Tuesday, October 18, 2011
Should I file for bankruptcy on a deficiency judgment? By Brooklyn Bankruptcy Attorney. 1-718-864-2011
Should I file for bankruptcy if my house was foreclosed on and there is a deficiency judgment against me in New York City? 1-718-864-2011
The answer to this question is maybe. The bank, even after a foreclosure sale occurs in New York State has to go through a certain procedure before obtaining a deficiency judgment against you. Thus it might be wise to wait it out and see if the bank is actually going to pursue the money owed to it after your home was sold.
If you were unable to pay your mortgage due to job loss, Wall Street fluctuations or rise in interest rates and a foreclosure action takes away your home then the bank may be able collect on a deficiency judgment against you.
A deficiency judgment is a money judgment against a borrower whose home at a mortgage foreclosure sale did not sell for enough to pay the underlying loan on the property. Thus if the total amount due on your mortgage is $300,000 but your house only sells for $150,000 then a lender can seek a judgment against you for $150,000.
To reiterate a Defendant in a foreclosure action, if found to be liable for payment on a debt secured by a mortgage, and this Defendant has appeared and be personally served with the Summons, the Court has the ability to enter a Judgment against this defendant on the debt remaining unsatisfied after a sale of the mortgaged property.
After the sale, the lender, within 90 days of the sale must make a motion to confirm the sale and simultaneously, after Notice of Motion is given to the purchaser or his or her attorney, may also make a motion in the action for leave to confirm a deficiency judgment. When this motion is heard, the court will determine the deficiency judgment amount by ascertaining the fair market value of the property and deducting the total mortgage amount owed plus the amount owing on all prior liens and encumbrances with interest, plus costs and disbursements of the action including the referee's fee and disbursements. If no motion for deficiency judgment is made in the above referenced time period, then the lender will be prevented from collecting on the judgment.
Furthermore there is a difference between a deficiency judgment and a short sale. A short sale occurs when the lender, after negotiation between the lender and the property owner, takes the property back from the property owner as full payment of the loan. Thus the loan is wiped out. In some cases the owner may get an additional cash payment from the bank as an incentive to close the deal.

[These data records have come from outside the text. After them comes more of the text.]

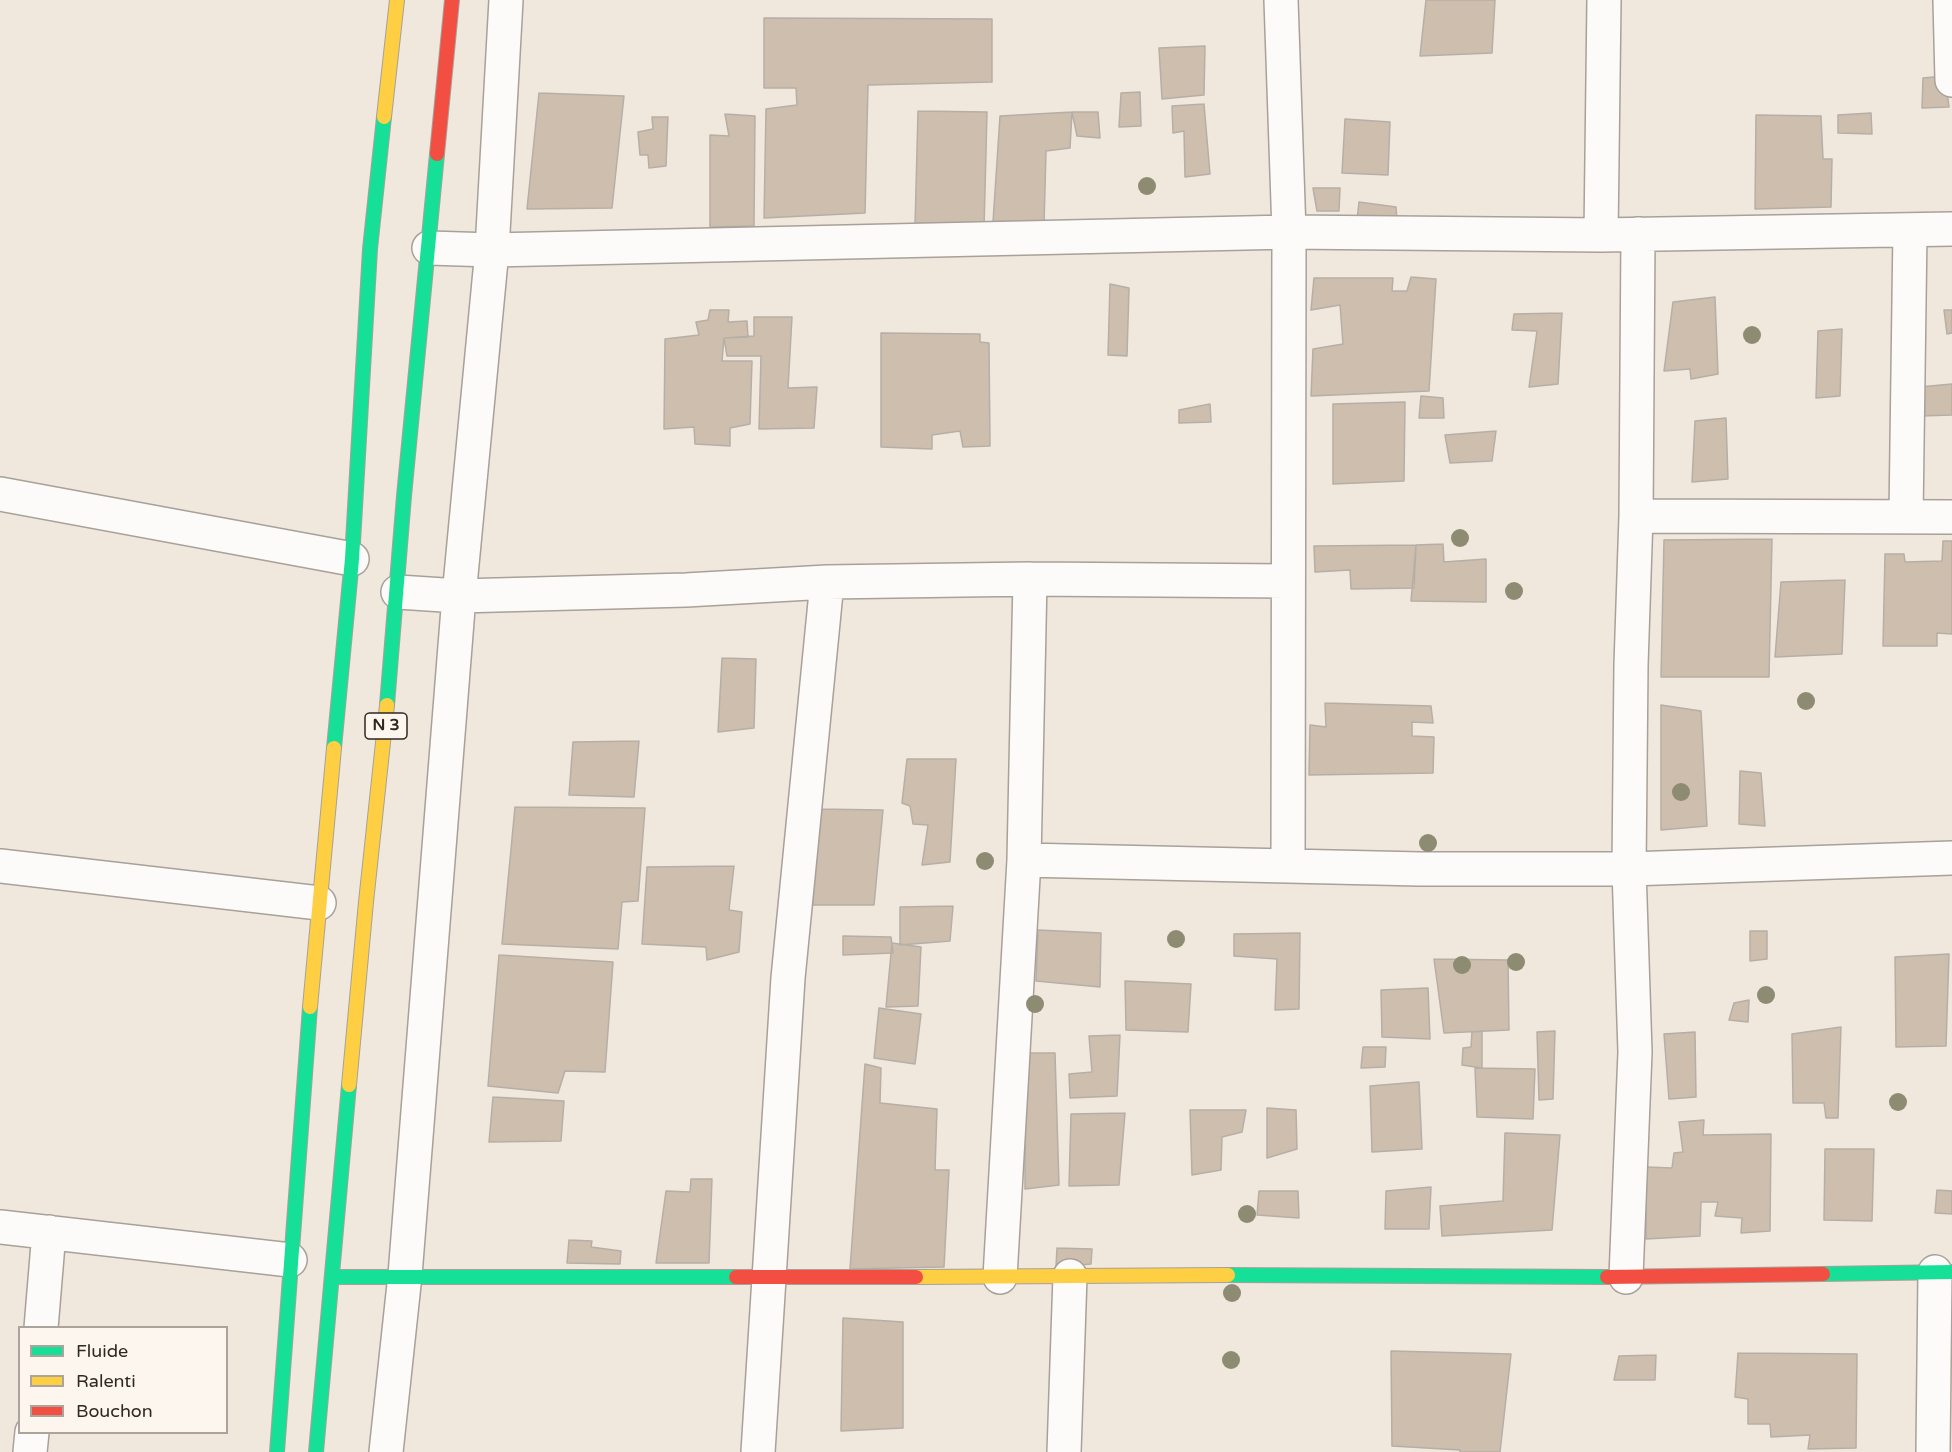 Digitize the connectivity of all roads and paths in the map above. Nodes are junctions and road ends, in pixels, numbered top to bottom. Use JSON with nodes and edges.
{"nodes":[{"id":1,"x":397,"y":0,"type":"edge"},
{"id":2,"x":452,"y":0,"type":"edge"},
{"id":3,"x":506,"y":0,"type":"edge"},
{"id":4,"x":1281,"y":0,"type":"edge"},
{"id":5,"x":1604,"y":0,"type":"edge"},
{"id":6,"x":1950,"y":0,"type":"edge"},
{"id":7,"x":1952,"y":80,"type":"edge"},
{"id":8,"x":1952,"y":229,"type":"edge"},
{"id":9,"x":1910,"y":230,"type":"junction"},
{"id":10,"x":1288,"y":232,"type":"junction"},
{"id":11,"x":1638,"y":234,"type":"junction"},
{"id":12,"x":1601,"y":235,"type":"junction"},
{"id":13,"x":429,"y":248,"type":"junction"},
{"id":14,"x":492,"y":250,"type":"junction"},
{"id":15,"x":0,"y":494,"type":"edge"},
{"id":16,"x":1636,"y":516,"type":"junction"},
{"id":17,"x":1906,"y":516,"type":"junction"},
{"id":18,"x":1952,"y":517,"type":"edge"},
{"id":19,"x":352,"y":559,"type":"junction"},
{"id":20,"x":1030,"y":579,"type":"junction"},
{"id":21,"x":1288,"y":581,"type":"junction"},
{"id":22,"x":827,"y":582,"type":"junction"},
{"id":23,"x":398,"y":592,"type":"junction"},
{"id":24,"x":459,"y":596,"type":"junction"},
{"id":25,"x":1952,"y":858,"type":"edge"},
{"id":26,"x":1024,"y":860,"type":"junction"},
{"id":27,"x":1288,"y":865,"type":"junction"},
{"id":28,"x":0,"y":866,"type":"edge"},
{"id":29,"x":1629,"y":869,"type":"junction"},
{"id":30,"x":319,"y":903,"type":"junction"},
{"id":31,"x":0,"y":1227,"type":"edge"},
{"id":32,"x":49,"y":1232,"type":"junction"},
{"id":33,"x":290,"y":1260,"type":"junction"},
{"id":34,"x":1944,"y":1272,"type":"edge"},
{"id":35,"x":405,"y":1275,"type":"junction"},
{"id":36,"x":1070,"y":1276,"type":"junction"},
{"id":37,"x":332,"y":1277,"type":"junction"},
{"id":38,"x":769,"y":1277,"type":"junction"},
{"id":39,"x":1000,"y":1277,"type":"junction"},
{"id":40,"x":1626,"y":1277,"type":"junction"},
{"id":41,"x":41,"y":1326,"type":"edge"},
{"id":42,"x":32,"y":1434,"type":"edge"},
{"id":43,"x":30,"y":1452,"type":"edge"},
{"id":44,"x":277,"y":1452,"type":"edge"},
{"id":45,"x":316,"y":1452,"type":"edge"},
{"id":46,"x":386,"y":1452,"type":"edge"},
{"id":47,"x":758,"y":1452,"type":"edge"},
{"id":48,"x":1064,"y":1452,"type":"edge"},
{"id":49,"x":1933,"y":1452,"type":"edge"}],
"edges":[{"from":1,"to":19,"type":"main road","number":"N 3"},
{"from":2,"to":13,"type":"main road","number":"N 3"},
{"from":3,"to":14,"type":"street"},
{"from":4,"to":10,"type":"street"},
{"from":5,"to":12,"type":"street"},
{"from":6,"to":7,"type":"street"},
{"from":8,"to":9,"type":"street"},
{"from":9,"to":11,"type":"street"},
{"from":9,"to":17,"type":"street"},
{"from":10,"to":12,"type":"street"},
{"from":10,"to":14,"type":"street"},
{"from":10,"to":21,"type":"street"},
{"from":11,"to":12,"type":"street"},
{"from":11,"to":16,"type":"street"},
{"from":13,"to":14,"type":"street"},
{"from":13,"to":23,"type":"main road","number":"N 3"},
{"from":14,"to":24,"type":"street"},
{"from":15,"to":19,"type":"street"},
{"from":16,"to":17,"type":"street"},
{"from":16,"to":29,"type":"street"},
{"from":17,"to":18,"type":"street"},
{"from":19,"to":30,"type":"main road","number":"N 3"},
{"from":20,"to":21,"type":"street"},
{"from":20,"to":22,"type":"street"},
{"from":20,"to":26,"type":"street"},
{"from":21,"to":27,"type":"street"},
{"from":22,"to":24,"type":"street"},
{"from":22,"to":38,"type":"street"},
{"from":23,"to":24,"type":"street"},
{"from":23,"to":37,"type":"main road","number":"N 3"},
{"from":24,"to":35,"type":"street"},
{"from":25,"to":29,"type":"street"},
{"from":26,"to":27,"type":"street"},
{"from":26,"to":39,"type":"street"},
{"from":27,"to":29,"type":"street"},
{"from":28,"to":30,"type":"street"},
{"from":29,"to":40,"type":"street"},
{"from":30,"to":33,"type":"main road","number":"N 3"},
{"from":31,"to":32,"type":"street"},
{"from":32,"to":33,"type":"street"},
{"from":32,"to":41,"type":"street"},
{"from":33,"to":44,"type":"main road","number":"N 3"},
{"from":34,"to":40,"type":"main road"},
{"from":34,"to":49,"type":"street"},
{"from":35,"to":37,"type":"main road"},
{"from":35,"to":38,"type":"main road"},
{"from":35,"to":46,"type":"street"},
{"from":36,"to":39,"type":"main road"},
{"from":36,"to":40,"type":"main road"},
{"from":36,"to":48,"type":"street"},
{"from":37,"to":45,"type":"main road","number":"N 3"},
{"from":38,"to":39,"type":"main road"},
{"from":38,"to":47,"type":"street"},
{"from":42,"to":43,"type":"street"}]}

If the lender has followed proper procdeduresand haqs obtained a deficiency judgment then it would be a good idea to file for a bankruptcy. If you file for bankruptcy the bank, unless the bank has a legal basis for objecting to the discharge and you do not have any assets in the property of the bankruptcy estate, wlll not be able to collect on the debt. A Chapter 7 bankruptcy will wipe out all of this debt and sihce the property has been sold, the debt is unsecured.
Please see my previous blogs on bankruptcy filings for more information.
If you have any further questions about deficiency judgments, bankruptcies or short sales, please contact me, George M. Gilmer, Esq., your Brooklyn, New York City Bankruptcy Lawyer for a free phone consultation.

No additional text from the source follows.